---------- Given records

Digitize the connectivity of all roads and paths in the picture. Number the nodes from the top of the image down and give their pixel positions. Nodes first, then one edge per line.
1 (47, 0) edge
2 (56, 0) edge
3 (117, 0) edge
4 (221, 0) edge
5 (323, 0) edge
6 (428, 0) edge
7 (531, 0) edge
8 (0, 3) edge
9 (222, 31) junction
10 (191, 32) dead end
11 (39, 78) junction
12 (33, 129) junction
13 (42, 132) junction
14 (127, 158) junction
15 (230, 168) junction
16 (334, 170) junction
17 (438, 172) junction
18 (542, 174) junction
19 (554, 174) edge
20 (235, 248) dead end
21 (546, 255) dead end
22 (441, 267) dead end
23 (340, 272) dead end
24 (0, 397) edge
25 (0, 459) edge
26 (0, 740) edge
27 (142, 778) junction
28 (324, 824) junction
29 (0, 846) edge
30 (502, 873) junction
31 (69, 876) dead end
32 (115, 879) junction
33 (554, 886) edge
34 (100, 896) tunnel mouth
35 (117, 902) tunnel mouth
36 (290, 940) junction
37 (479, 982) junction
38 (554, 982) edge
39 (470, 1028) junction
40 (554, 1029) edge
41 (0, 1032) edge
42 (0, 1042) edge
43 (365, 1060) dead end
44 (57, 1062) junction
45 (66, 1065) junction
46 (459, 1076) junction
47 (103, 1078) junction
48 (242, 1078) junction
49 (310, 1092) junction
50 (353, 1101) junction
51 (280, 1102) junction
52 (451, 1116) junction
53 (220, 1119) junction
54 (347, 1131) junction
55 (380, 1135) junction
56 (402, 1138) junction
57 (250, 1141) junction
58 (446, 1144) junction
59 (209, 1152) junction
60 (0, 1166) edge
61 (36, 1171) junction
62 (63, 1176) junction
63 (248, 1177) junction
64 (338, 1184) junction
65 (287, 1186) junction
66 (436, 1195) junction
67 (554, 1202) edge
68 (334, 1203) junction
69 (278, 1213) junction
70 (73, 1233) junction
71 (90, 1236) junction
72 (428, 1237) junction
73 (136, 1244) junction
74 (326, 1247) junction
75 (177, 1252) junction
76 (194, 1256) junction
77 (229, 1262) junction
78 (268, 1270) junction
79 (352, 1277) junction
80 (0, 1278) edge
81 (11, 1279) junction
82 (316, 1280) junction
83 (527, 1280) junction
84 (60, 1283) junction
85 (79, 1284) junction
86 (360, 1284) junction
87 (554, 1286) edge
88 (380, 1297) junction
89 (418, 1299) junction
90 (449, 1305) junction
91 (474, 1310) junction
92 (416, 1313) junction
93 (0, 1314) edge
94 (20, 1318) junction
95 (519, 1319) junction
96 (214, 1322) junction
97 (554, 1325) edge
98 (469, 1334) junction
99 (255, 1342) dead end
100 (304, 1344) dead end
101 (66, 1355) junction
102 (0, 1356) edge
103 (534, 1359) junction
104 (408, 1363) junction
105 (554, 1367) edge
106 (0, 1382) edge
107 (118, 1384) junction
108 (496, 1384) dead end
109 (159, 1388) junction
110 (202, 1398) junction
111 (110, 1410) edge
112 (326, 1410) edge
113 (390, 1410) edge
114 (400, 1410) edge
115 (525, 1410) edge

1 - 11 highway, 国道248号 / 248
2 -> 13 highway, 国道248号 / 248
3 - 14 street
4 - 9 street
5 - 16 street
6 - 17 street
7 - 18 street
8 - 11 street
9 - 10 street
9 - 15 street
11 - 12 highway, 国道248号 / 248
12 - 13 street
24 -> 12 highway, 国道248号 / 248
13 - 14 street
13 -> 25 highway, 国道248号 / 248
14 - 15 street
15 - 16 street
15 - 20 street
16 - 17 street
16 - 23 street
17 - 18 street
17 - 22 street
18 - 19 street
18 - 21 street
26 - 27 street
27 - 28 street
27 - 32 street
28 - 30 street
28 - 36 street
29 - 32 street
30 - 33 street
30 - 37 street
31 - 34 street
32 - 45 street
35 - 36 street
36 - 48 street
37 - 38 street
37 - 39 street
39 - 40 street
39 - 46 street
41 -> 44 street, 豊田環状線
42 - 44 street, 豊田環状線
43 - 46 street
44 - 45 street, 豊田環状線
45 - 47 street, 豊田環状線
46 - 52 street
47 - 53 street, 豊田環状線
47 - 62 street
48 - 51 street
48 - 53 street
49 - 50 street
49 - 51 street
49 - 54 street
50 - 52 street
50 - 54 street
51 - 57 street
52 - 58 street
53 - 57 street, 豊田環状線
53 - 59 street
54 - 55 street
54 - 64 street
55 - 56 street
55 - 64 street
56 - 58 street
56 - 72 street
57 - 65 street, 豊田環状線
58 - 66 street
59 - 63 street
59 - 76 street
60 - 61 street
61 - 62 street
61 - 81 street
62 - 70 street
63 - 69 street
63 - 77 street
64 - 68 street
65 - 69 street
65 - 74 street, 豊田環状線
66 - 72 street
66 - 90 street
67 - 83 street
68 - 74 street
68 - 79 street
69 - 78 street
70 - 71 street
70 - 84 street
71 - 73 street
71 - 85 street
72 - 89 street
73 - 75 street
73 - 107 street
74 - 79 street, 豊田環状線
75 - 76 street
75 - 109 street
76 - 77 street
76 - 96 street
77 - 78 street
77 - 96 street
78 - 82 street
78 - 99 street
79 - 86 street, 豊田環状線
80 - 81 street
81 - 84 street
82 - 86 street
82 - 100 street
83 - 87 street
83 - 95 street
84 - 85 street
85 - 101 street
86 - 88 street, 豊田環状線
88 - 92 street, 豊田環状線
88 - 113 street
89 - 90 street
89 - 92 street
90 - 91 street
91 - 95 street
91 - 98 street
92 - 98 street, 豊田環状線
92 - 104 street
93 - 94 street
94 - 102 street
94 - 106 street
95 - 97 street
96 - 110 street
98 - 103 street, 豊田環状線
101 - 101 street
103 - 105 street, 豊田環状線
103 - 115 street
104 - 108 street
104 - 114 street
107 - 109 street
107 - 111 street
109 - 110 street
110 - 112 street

--------------------

## What you have to do:
Show me all lines in the records that contain "highway".

## Answer to this exercise:
1 - 11 highway, 国道248号 / 248
2 -> 13 highway, 国道248号 / 248
11 - 12 highway, 国道248号 / 248
24 -> 12 highway, 国道248号 / 248
13 -> 25 highway, 国道248号 / 248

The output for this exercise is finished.